3、3番目は林阿勇氏のことである。11月24日の台日海交会のパーティーの席上、同氏が私にA4の紙を渡しながら話しかけてこられた。その紙には52名の台湾人の方々のお名前や住所、職場名等が書かれてあった。それは、私がかつてお届けした「長寿十訓」という訓辞集をわざわざ52名分コピーして配って下さったその相手方の一覧表だったのである。私は本当に驚くと同時に感激した。おそらく林さんは長寿十訓をおおいに気に入られ、私への感謝の気持ちとして沢山の友人・知人へ伝えて下さったのであろう。そして、それらの人々の載った手書きの名簿を作成し私に届けて下さったのであろう。「これだけの仲間があなたに感謝しています」という意味であろうか。まさに手作りの感謝の表現方法である。有り難い限りである。かつて、飛虎将軍廟の責任者の呉さんが、私どもへの感謝の気持ちとして「同期の桜」の歌詞をその時の団員の人数分(約20名分)を手書きして一人一人に配って下さった事があった。その思い出と重なって感無量の一時であった。なお、林阿勇さんは、私どもが帰国する際は台北空港までお見送りに来て下さった。日本語世代の、そして古き良き日本人の律儀さを体現しておられる台湾人のお一人である。

4、他に、旅程中のかなりの部分を同行して下さった林渓和さんもいつものことながら印象深い方である。前述の産經新聞欄にお写真とお名前が掲載された方である。また、私の「兄貴分」台中市の蔡純雄氏も、昨年より元気になっていてくれた。良かったと思っている。私が傘寿のお祝いに送ったハンテンを着て見せて欲しかったが残念ながら日本語のよく話せない同伴者がおられたので、そちらの通訳に追われてできなかったようだ。私も残念だったが、兄貴も残念そうだった。その同伴者は蔡さんがボランティアで経営している日本語学習塾の生徒さんで、日本語の会話力はいまひとつだが、それを学びたいという強い意思を感じた。日本語を学んでくださることは有り難く、とても嬉しい。

5、24日の台湾台日海交会、25日の台湾中日海交協会主催の2つのパーティーは例年の恒例行事であったが共に楽しかった。ただ、出席者の人数が年々減っている。
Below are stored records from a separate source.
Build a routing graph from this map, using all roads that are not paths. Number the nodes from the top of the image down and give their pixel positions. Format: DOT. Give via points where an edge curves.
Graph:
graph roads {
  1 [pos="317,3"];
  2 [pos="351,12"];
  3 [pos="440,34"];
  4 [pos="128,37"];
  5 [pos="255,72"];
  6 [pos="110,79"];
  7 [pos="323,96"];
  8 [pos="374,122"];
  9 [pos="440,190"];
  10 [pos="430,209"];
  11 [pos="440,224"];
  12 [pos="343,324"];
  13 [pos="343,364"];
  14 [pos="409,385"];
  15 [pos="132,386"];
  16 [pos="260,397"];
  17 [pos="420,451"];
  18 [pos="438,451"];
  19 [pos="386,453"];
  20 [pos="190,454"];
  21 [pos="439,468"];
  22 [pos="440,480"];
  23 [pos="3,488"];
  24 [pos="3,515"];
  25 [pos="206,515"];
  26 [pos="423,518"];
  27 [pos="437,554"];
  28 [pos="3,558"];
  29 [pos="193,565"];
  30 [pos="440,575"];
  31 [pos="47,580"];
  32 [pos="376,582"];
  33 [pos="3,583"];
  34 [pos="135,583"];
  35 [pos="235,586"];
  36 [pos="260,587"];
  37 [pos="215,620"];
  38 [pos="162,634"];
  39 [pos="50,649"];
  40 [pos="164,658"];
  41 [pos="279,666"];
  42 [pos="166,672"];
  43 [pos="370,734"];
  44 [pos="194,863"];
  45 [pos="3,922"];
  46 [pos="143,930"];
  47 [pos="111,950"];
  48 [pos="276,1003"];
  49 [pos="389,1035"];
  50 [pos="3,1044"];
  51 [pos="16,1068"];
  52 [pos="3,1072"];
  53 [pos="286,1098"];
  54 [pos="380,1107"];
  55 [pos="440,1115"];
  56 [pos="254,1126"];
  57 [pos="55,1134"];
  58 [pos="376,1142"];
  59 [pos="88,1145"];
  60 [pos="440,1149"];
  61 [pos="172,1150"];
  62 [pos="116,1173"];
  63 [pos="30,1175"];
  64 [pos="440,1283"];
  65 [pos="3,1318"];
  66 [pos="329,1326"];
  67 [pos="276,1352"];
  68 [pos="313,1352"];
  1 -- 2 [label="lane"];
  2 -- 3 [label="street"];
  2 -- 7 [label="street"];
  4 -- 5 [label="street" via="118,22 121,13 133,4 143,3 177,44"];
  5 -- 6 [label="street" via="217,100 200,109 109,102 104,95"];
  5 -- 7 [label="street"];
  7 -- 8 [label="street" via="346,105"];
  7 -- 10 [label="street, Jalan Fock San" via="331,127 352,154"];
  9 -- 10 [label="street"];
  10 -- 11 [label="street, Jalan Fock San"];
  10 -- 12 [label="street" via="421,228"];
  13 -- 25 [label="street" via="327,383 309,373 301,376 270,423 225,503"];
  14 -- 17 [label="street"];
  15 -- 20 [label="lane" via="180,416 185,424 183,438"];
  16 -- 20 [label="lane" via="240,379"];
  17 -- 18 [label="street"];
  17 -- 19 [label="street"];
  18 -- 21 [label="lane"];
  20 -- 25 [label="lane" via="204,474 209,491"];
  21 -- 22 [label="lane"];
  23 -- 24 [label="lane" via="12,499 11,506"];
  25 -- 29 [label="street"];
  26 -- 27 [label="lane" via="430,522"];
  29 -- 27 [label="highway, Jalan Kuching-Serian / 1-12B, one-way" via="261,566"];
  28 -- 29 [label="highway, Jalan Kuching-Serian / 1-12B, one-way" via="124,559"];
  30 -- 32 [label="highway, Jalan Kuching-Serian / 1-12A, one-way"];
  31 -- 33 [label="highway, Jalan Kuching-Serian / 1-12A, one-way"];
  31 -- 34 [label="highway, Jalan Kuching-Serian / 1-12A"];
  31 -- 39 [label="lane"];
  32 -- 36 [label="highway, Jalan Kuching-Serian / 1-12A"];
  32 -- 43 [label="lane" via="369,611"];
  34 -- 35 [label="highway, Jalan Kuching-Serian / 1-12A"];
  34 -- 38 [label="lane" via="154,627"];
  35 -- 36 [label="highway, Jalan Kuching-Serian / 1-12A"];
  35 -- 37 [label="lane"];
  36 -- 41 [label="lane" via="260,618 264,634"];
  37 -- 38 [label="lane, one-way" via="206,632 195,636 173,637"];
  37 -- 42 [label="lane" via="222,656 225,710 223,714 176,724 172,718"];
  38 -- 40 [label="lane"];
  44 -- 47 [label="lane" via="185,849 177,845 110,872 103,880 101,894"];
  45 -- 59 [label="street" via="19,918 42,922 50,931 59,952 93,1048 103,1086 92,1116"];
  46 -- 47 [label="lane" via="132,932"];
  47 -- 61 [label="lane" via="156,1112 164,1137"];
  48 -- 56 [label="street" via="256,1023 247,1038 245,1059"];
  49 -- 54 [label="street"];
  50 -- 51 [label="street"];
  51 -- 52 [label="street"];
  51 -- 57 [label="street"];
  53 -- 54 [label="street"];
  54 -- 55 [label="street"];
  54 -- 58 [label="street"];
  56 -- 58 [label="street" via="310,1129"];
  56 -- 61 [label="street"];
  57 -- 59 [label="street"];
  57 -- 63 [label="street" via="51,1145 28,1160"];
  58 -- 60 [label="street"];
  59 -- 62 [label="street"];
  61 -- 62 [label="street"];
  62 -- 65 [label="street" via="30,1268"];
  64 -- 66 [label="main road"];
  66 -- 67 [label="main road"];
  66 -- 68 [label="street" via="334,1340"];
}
日本語世代の皆さん方の老齢化は避けられない事である。しかし、この立派な方々の存在が忘れ去られてよいだろうか。今回痛感したのは若い世代同士の交流も必要だということだ。日本の若い人たちに現地の言葉を覚えてもらい、現地の若者達とおつきあいをして欲しい。大いに語り合って欲しいその内容は「あなた方のおじいさん、おばあさんの世代はこんなにすばらしい方々だったんだよ!」ということである。日本の為によく働き、よく戦い、また日本の心を胸に秘めて戦後台湾の為に尽くした、この世代の方々のことは末永く顕彰して頂きたい。その為には、我々日本人がそのことを台湾の次の世代の皆さんによく語り伝える義務がある。その役割の一翼を荷うべきは我々団塊の世代であるが、私どもより残りの人生に時間的余裕のある若い世代の皆さん方にも努めて欲しい、とそう願っている。

6、その他、潮音寺での前原清美氏のお父様へのご供養・慰霊祭など、語弊があるがさわやかな涙を流させて頂ける、いつものことながら感慨深い事の多い旅行だった。